The Pittsburgh Film Office board released a 23-page study touting its mission and accomplishments yesterday, in advance of a face-off with critics seeking to reorganize the 16-year-old agency.
The report mainly drives home the agency's place as an economic development generator -- that it has leveraged $75 in regional spending from every dollar in government funding it has received since 1990 (or $268 million from its $3.5 million in total support).
A local group of film industry professionals called the Pittsburgh Film and Media Alliance has lately been criticizing the film agency, saying it has not been successful at wooing large productions to the region and should refocus on working with local filmmakers. They have also criticized the film office board for allowing the agency's director, Dawn Keezer, to move to Los Angeles.
The film office does help local filmmakers, Keezer told the Pittsburgh Post-Gazette editorial board yesterday, but its first priority is its economic development.
"Local independent filmmaking plays an important role in this industry, but it's long term. It's how you build up your crew base, it's how you train your local vendors to work in the industry -- it's an art form, it's not economic development."
Keezer said the agency currently helps local filmmakers get through red tape -- such as securing bridge and street closures and filming permits and scouting for locations -- that surrounds movie productions, "but the place we don't help is we don't find them money. We're not in a position to take them to Los Angeles and introduce them to someone who can make their film for them. It's not what we do."
Allegheny County Chief Executive Dan Onorato scheduled a meeting for today to air out differences between Film Office supporters and critics, but it has to be rescheduled due to Mayor Bob O'Connor's funeral.
The Pittsburgh Film Office is mostly funded by more than $220,000 in state grants. Keezer said it gets $120,000 from the state's film office; $50,000 each from state representatives Bill DeWeese, D-Waynesburg, and Frank Dermody, D-Oakmont; and smaller yearly grants from other Pittsburgh-area legislators.
The office's 14-member board held a special meeting yesterday morning, in advance of today's canceled meeting with Onorato.
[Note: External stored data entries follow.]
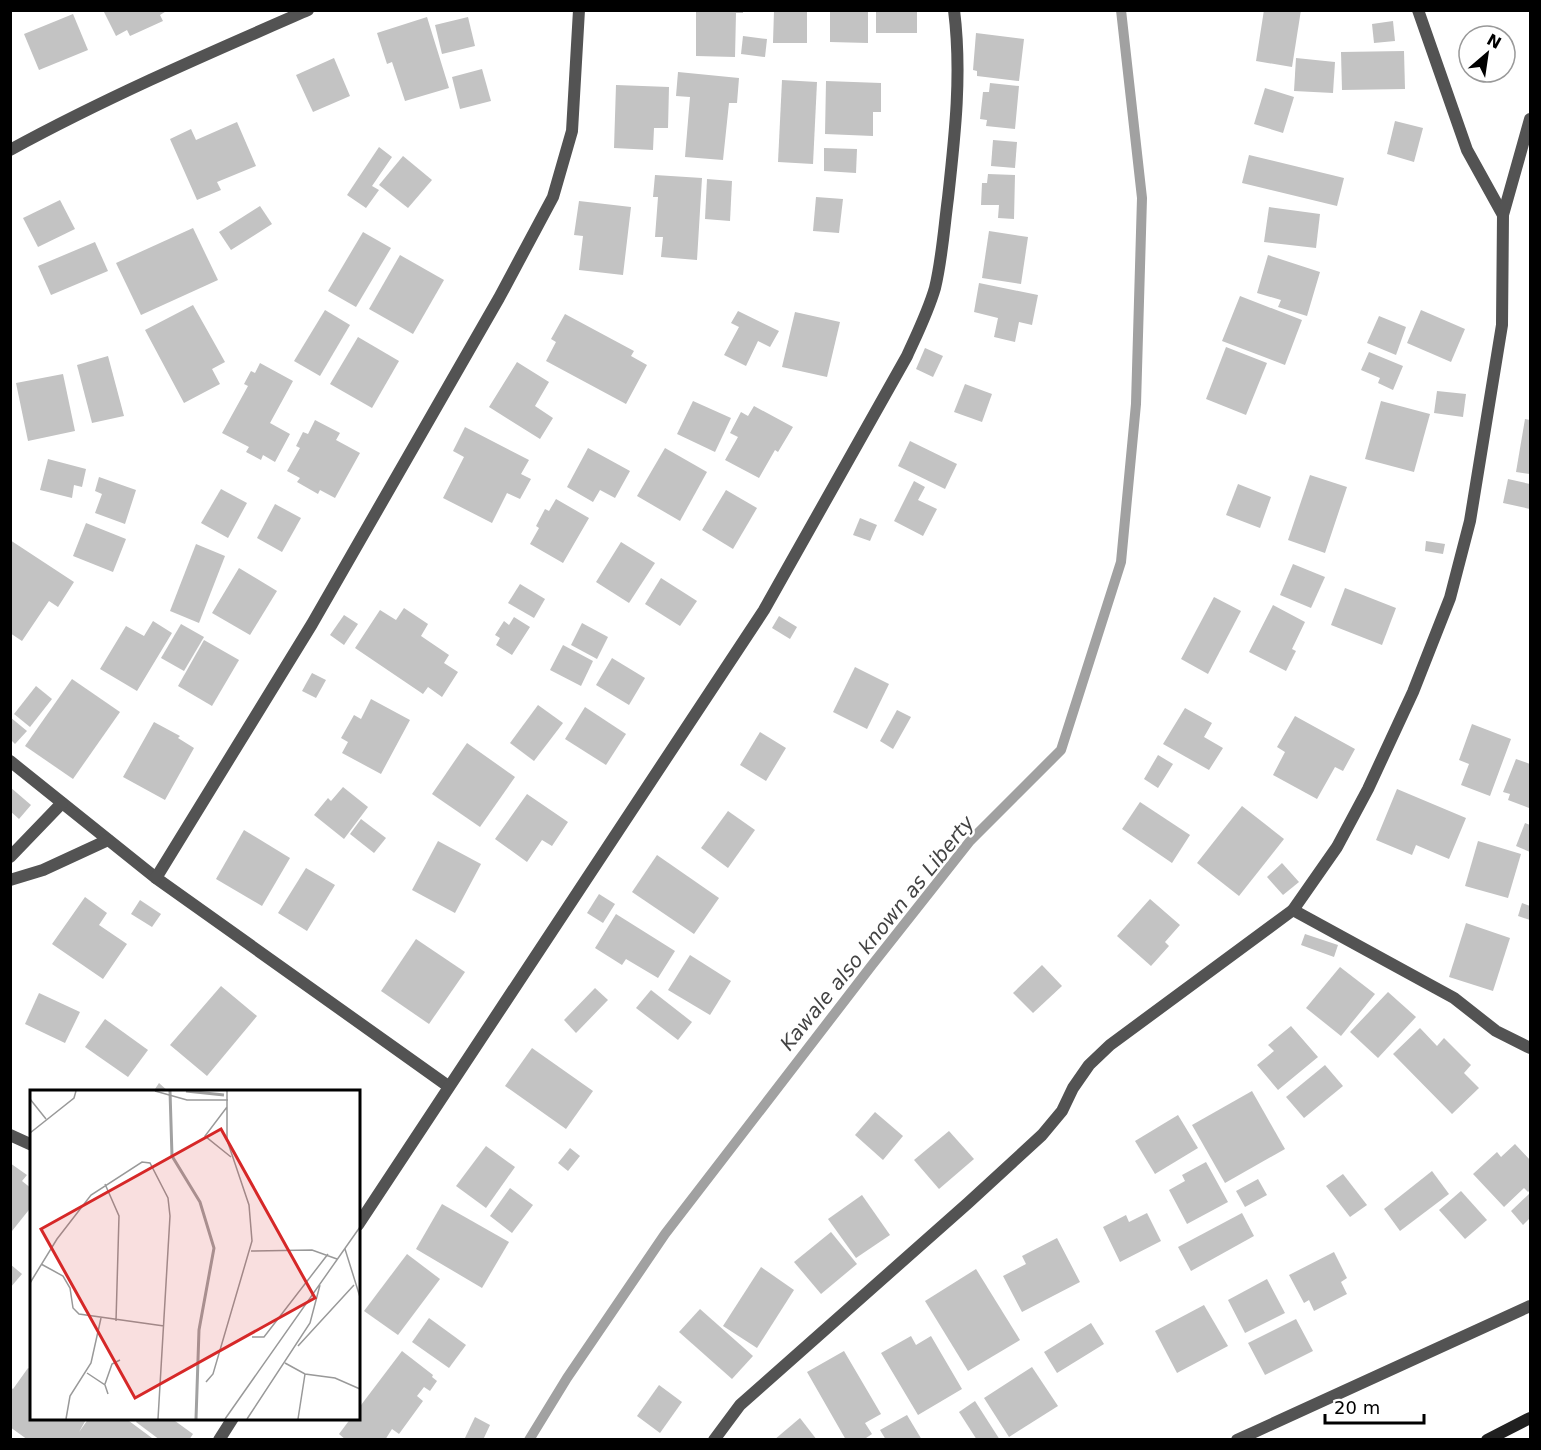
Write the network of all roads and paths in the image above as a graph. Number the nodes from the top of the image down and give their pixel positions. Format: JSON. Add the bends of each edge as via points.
{"nodes":[{"id":1,"x":308,"y":10,"type":"edge"},
{"id":2,"x":579,"y":10,"type":"edge"},
{"id":3,"x":954,"y":10,"type":"edge"},
{"id":4,"x":1418,"y":10,"type":"edge"},
{"id":5,"x":1530,"y":118,"type":"edge"},
{"id":6,"x":10,"y":150,"type":"edge"},
{"id":7,"x":1503,"y":215,"type":"junction"},
{"id":8,"x":10,"y":761,"type":"edge"},
{"id":9,"x":62,"y":802,"type":"junction"},
{"id":10,"x":108,"y":840,"type":"junction"},
{"id":11,"x":10,"y":857,"type":"edge"},
{"id":12,"x":156,"y":878,"type":"junction"},
{"id":13,"x":10,"y":880,"type":"edge"},
{"id":14,"x":1293,"y":910,"type":"junction"},
{"id":15,"x":1530,"y":1048,"type":"edge"},
{"id":16,"x":448,"y":1086,"type":"junction"},
{"id":17,"x":10,"y":1135,"type":"edge"},
{"id":18,"x":30,"y":1144,"type":"edge"},
{"id":19,"x":360,"y":1222,"type":"edge"},
{"id":20,"x":1530,"y":1306,"type":"edge"},
{"id":21,"x":1530,"y":1418,"type":"edge"},
{"id":22,"x":232,"y":1420,"type":"edge"},
{"id":23,"x":219,"y":1440,"type":"edge"},
{"id":24,"x":714,"y":1440,"type":"edge"},
{"id":25,"x":1238,"y":1440,"type":"edge"},
{"id":26,"x":1487,"y":1440,"type":"edge"}],
"edges":[{"from":1,"to":6,"type":"street"},
{"from":2,"to":12,"type":"street","via":[[572,131],[553,197],[312,624]]},
{"from":3,"to":16,"type":"street","via":[[959,45],[955,131],[940,258],[934,289],[907,356],[764,610]]},
{"from":4,"to":7,"type":"street","via":[[1467,150]]},
{"from":5,"to":7,"type":"street"},
{"from":7,"to":14,"type":"street","via":[[1502,325],[1470,521],[1450,598],[1413,692],[1368,789],[1337,847]]},
{"from":8,"to":9,"type":"street"},
{"from":9,"to":10,"type":"street"},
{"from":9,"to":11,"type":"street"},
{"from":10,"to":12,"type":"street"},
{"from":10,"to":13,"type":"street","via":[[43,870]]},
{"from":12,"to":16,"type":"street"},
{"from":14,"to":15,"type":"street","via":[[1454,998],[1496,1031]]},
{"from":14,"to":24,"type":"street","via":[[1096,1058],[1042,1135],[740,1405]]},
{"from":16,"to":19,"type":"street"},
{"from":17,"to":18,"type":"street"},
{"from":20,"to":25,"type":"street"},
{"from":21,"to":26,"type":"street"},
{"from":22,"to":23,"type":"street"}]}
It added two new board members: gaffer and lighting director Bob Bender and David Haddad, who owns a truck rental company and has been on the board previously.
In July, the board approved Keezer's relocation to Los Angeles for a six-month trial period.
Since Pittsburgh has already received most of its 2006-07 film subsidies from the state -- $2 million for "Mysteries of Pittsburgh," from the state's $10 million film development fund -- board chairman Russ Streiner admitted it would be difficult for Keezer to land any more major productions to the city this year.
"We don't know exactly how to quantify success or failure" for Keezer while she is in Los Angeles, Streiner said, though the office is keeping a running tally of her meetings with Hollywood officials.